→ INSTRUCTIONS FOR THE TASK
If a line in the data below holds the word "Lomond", copy it.

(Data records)
|---|

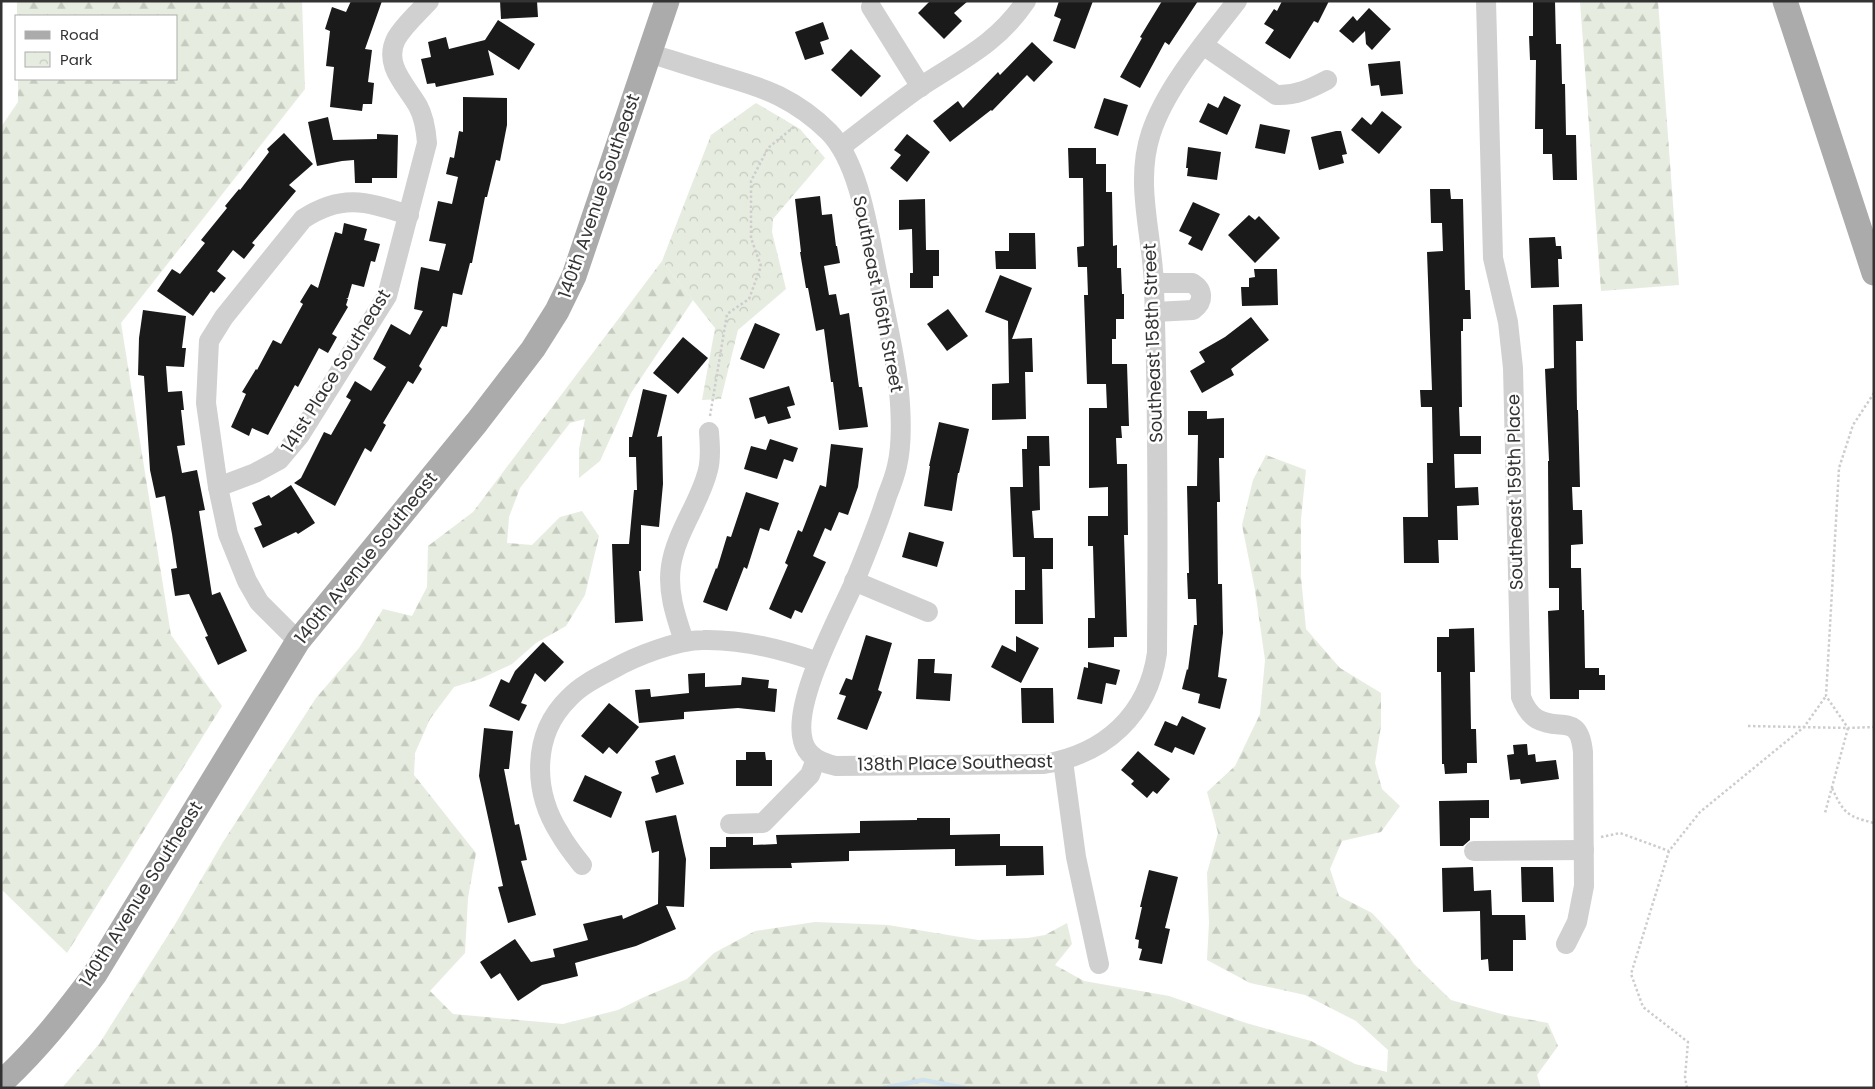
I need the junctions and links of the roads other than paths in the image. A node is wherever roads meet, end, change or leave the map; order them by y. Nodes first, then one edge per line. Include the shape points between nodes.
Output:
1 (429, 1) edge
2 (667, 1) edge
3 (1026, 1) edge
4 (1238, 1) edge
5 (1486, 1) edge
6 (1785, 1) edge
7 (870, 7) dead end
8 (1203, 45) junction
9 (648, 53) junction
10 (1327, 80) dead end
11 (921, 87) junction
12 (841, 146) junction
13 (409, 216) junction
14 (1874, 273) edge
15 (1154, 283) junction
16 (1155, 312) junction
17 (709, 432) road end
18 (218, 487) junction
19 (854, 581) junction
20 (928, 612) dead end
21 (298, 641) junction
22 (684, 641) junction
23 (1157, 653) joint
24 (818, 662) junction
25 (816, 759) junction
26 (1063, 761) junction
27 (730, 824) dead end
28 (1584, 845) junction
29 (1474, 851) dead end
30 (582, 866) dead end
31 (1566, 944) dead end
32 (1099, 964) dead end
33 (1, 1083) edge

1 - 13 street, 141st Place Southeast via 395,41 392,56 394,70 425,122 427,143
2 - 9 main road, 140th Avenue Southeast
3 - 11 street via 996,37
4 - 8 street, Southeast 158th Street
5 - 28 street, Southeast 159th Place via 1493,258 1508,322 1513,368 1520,691 1524,705 1538,719 1572,727 1579,732 1583,752
6 - 14 main road
7 - 11 street
8 - 10 street via 1276,94 1299,93
8 - 15 street, Southeast 158th Street via 1168,96 1150,134 1144,167 1145,205
9 - 12 street, Southeast 156th Street via 779,96 808,115
9 - 21 main road, 140th Avenue Southeast via 574,276 558,311 477,422
11 - 12 street
12 - 19 street, Southeast 156th Street via 862,204 899,391 898,466
13 - 18 street, 141st Place Southeast via 388,296 300,435 279,460
13 - 18 street via 369,203 340,202 317,210 303,220 224,317 209,341 206,403
15 - 16 street, Southeast 158th Street
15 - 16 street via 1192,283 1202,296 1198,307 1193,310
16 - 23 street, Southeast 158th Street
17 - 22 street via 708,469 675,549 671,567 672,603
18 - 21 street via 228,534 247,581 260,602
19 - 20 street
19 - 24 street, Southeast 156th Street
21 - 33 main road, 140th Avenue Southeast via 95,974 29,1058
22 - 24 street via 754,643
22 - 30 street via 623,663 587,683 568,698 546,732 540,753 542,791 559,834
23 - 26 street, 138th Place Southeast via 1143,700 1125,724 1106,741
24 - 25 street, Southeast 156th Street via 802,726 803,742
25 - 26 street, 138th Place Southeast via 836,766 1044,764
25 - 27 street via 810,775 763,823
26 - 32 street via 1076,856
28 - 29 street
28 - 31 street, Southeast 159th Place via 1582,905

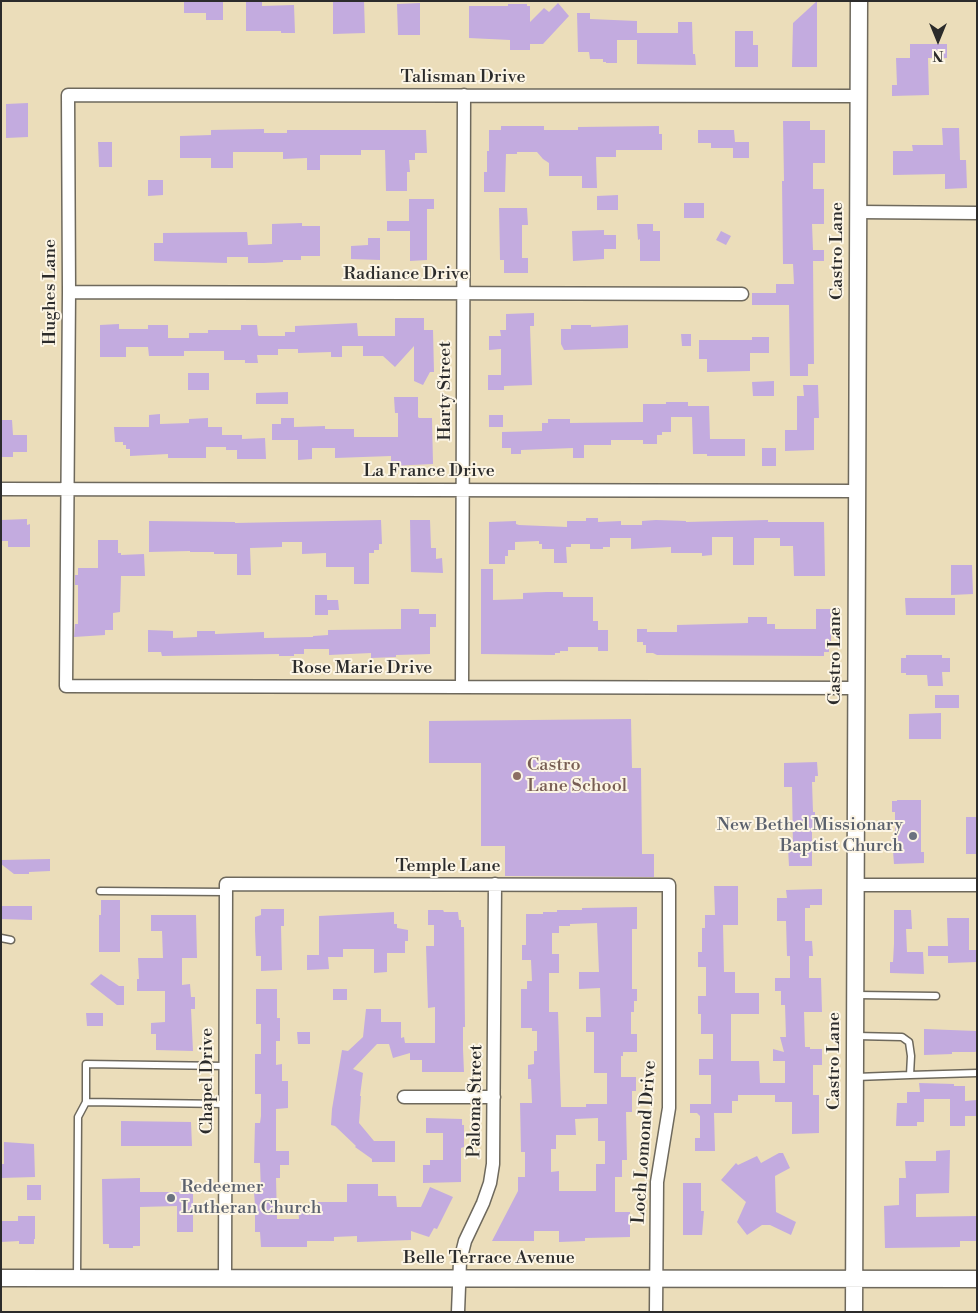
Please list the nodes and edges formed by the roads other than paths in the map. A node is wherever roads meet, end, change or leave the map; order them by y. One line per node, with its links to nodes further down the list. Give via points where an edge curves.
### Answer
1 (858, 1): 4 (street, Castro Lane)
2 (68, 95): 3 (street, Talisman Drive); 7 (street, Hughes Lane)
3 (464, 96): 4 (street, Talisman Drive); 8 (street, Harty Street)
4 (858, 96): 5 (street, Castro Lane)
5 (858, 212): 6 (street); 13 (street, Castro Lane)
6 (977, 213)
7 (69, 292): 8 (street, Radiance Drive); 11 (street, Hughes Lane)
8 (463, 293): 9 (street, Radiance Drive); 12 (street, Harty Street)
9 (742, 294)
10 (1, 489): 11 (street, La France Drive)
11 (66, 489): 12 (street, La France Drive); 14 (street, Rose Marie Drive, via 66,686)
12 (463, 490): 13 (street, La France Drive); 14 (street, Harty Street)
13 (857, 490): 15 (street, Castro Lane)
14 (462, 687): 15 (street, Rose Marie Drive)
15 (856, 688): 18 (street, Castro Lane)
16 (495, 884): 17 (street, Temple Lane); 20 (street, Temple Lane); 32 (street, Paloma Street)
17 (669, 885): 39 (street, Loch Lomond Drive, via 669,1108 657,1182)
18 (855, 885): 19 (street); 24 (street, Castro Lane)
19 (977, 885)
20 (226, 888): 21 (lane); 27 (street, Chapel Drive)
21 (100, 891)
22 (1, 938): 23 (lane)
23 (11, 940)
24 (855, 995): 25 (lane); 26 (street, Castro Lane)
25 (936, 996)
26 (855, 1036): 29 (lane, via 906,1039 910,1046); 30 (street, Castro Lane)
27 (225, 1066): 33 (lane, via 86,1064); 34 (street, Chapel Drive)
28 (977, 1073): 29 (lane)
29 (910, 1075): 30 (lane)
30 (855, 1077): 40 (street, Castro Lane)
31 (404, 1097): 32 (street)
32 (494, 1097): 38 (street, Paloma Street, via 490,1183 465,1241)
33 (86, 1102): 34 (lane); 36 (lane, via 78,1117)
34 (225, 1104): 37 (street, Chapel Drive)
35 (1, 1278): 36 (street, Belle Terrace Avenue)
36 (77, 1278): 37 (street, Belle Terrace Avenue)
37 (225, 1278): 38 (street, Belle Terrace Avenue)
38 (458, 1278): 39 (street, Belle Terrace Avenue); 42 (street, Paloma Street)
39 (656, 1279): 40 (street, Belle Terrace Avenue); 43 (street, Loch Lomond Drive)
40 (854, 1280): 41 (street, Belle Terrace Avenue); 44 (street, Castro Lane)
41 (977, 1280)
42 (458, 1312)
43 (656, 1312)
44 (854, 1312)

|---|

→ OUTPUT
17 (669, 885): 39 (street, Loch Lomond Drive, via 669,1108 657,1182)
39 (656, 1279): 40 (street, Belle Terrace Avenue); 43 (street, Loch Lomond Drive)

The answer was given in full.